**What is needed**
From the entries below, extract every line that includes the word "Nord".

Dataset records
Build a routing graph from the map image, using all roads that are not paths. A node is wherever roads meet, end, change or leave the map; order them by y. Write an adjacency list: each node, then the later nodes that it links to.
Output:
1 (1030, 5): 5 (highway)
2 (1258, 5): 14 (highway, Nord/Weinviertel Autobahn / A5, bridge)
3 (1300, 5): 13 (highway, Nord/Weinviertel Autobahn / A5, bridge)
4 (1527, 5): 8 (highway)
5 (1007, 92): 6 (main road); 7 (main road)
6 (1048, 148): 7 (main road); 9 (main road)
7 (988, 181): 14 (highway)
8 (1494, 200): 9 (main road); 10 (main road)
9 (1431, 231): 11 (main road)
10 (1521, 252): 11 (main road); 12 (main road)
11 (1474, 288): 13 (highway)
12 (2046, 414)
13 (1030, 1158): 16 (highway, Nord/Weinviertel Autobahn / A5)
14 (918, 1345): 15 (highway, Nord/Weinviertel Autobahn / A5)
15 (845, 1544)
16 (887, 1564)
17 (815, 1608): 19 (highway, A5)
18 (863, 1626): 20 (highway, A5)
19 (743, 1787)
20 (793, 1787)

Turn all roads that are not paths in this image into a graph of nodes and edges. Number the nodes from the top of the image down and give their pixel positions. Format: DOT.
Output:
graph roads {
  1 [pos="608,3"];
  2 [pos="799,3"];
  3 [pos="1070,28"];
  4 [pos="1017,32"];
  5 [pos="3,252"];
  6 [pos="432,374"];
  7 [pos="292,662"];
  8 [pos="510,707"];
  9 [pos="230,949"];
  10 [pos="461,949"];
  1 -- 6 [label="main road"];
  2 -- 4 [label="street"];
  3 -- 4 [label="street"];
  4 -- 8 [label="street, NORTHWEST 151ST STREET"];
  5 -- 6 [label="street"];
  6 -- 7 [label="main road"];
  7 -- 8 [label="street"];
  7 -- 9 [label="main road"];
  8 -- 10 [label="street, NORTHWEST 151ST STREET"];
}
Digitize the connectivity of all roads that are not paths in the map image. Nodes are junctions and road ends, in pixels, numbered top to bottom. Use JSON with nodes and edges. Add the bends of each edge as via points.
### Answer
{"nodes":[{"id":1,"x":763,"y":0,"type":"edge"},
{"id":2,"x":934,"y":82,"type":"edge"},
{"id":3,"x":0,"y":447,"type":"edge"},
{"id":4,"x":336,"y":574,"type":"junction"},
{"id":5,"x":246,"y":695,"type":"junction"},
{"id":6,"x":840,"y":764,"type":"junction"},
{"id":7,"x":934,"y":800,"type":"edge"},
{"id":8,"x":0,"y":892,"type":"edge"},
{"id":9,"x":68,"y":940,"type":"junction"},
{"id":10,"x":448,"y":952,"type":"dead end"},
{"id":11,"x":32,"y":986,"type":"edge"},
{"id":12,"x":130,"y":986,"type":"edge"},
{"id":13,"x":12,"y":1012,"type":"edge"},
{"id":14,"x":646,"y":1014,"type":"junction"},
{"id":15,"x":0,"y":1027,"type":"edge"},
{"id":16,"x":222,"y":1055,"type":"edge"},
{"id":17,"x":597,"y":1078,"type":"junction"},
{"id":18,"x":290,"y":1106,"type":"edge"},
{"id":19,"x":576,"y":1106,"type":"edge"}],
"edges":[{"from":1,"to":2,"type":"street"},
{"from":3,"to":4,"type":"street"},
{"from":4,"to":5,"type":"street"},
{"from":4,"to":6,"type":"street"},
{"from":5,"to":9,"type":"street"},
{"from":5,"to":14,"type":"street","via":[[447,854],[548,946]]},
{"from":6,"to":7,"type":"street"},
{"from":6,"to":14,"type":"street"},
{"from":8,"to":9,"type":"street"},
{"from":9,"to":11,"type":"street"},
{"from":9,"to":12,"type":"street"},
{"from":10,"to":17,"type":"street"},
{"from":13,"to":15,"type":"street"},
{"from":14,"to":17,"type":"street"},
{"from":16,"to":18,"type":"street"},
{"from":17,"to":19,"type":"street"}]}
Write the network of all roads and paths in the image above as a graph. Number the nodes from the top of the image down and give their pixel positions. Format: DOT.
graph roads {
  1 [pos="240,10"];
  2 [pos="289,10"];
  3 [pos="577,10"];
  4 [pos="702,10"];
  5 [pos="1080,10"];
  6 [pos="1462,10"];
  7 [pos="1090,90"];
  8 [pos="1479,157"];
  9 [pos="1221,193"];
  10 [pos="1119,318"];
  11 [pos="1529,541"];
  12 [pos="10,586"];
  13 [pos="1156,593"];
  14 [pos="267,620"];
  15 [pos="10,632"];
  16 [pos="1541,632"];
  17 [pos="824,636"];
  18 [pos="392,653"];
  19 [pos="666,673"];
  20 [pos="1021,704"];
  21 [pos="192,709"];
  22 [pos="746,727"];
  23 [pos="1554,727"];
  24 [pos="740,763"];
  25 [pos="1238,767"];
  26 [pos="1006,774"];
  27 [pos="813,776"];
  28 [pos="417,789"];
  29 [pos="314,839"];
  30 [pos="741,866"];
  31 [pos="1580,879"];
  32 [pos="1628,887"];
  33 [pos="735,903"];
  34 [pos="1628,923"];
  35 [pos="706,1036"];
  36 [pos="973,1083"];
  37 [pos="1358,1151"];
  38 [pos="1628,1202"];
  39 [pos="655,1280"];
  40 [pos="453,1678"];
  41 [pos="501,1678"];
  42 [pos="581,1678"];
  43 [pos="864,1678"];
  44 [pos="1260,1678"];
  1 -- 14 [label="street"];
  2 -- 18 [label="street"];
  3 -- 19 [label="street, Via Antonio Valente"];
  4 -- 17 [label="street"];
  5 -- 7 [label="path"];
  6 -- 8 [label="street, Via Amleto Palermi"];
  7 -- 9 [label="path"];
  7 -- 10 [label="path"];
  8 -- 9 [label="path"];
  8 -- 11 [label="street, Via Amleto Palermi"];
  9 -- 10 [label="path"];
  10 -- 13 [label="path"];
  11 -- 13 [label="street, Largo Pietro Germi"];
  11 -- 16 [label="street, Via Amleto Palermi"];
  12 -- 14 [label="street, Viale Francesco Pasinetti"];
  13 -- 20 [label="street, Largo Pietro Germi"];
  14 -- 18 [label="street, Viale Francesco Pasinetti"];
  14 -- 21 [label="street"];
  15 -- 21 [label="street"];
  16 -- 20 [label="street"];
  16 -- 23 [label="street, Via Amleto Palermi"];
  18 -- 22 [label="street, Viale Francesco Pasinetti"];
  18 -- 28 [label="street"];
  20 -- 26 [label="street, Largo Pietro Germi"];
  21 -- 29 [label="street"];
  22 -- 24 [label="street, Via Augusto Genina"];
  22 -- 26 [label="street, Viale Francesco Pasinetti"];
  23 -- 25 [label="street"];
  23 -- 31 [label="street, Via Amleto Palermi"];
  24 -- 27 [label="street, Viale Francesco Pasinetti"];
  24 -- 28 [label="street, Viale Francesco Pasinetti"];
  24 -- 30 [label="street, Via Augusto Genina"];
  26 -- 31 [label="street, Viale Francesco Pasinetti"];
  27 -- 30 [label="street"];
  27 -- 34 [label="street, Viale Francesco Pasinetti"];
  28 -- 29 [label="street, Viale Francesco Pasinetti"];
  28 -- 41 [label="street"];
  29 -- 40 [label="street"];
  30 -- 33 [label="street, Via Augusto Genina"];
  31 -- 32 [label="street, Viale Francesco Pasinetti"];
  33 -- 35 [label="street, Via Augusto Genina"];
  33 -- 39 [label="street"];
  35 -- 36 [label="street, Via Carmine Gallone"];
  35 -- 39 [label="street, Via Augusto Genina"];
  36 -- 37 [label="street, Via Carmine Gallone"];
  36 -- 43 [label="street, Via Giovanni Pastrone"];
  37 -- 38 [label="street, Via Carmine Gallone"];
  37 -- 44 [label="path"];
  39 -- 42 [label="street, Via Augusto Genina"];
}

**Your solution**
2 (1258, 5): 14 (highway, Nord/Weinviertel Autobahn / A5, bridge)
3 (1300, 5): 13 (highway, Nord/Weinviertel Autobahn / A5, bridge)
13 (1030, 1158): 16 (highway, Nord/Weinviertel Autobahn / A5)
14 (918, 1345): 15 (highway, Nord/Weinviertel Autobahn / A5)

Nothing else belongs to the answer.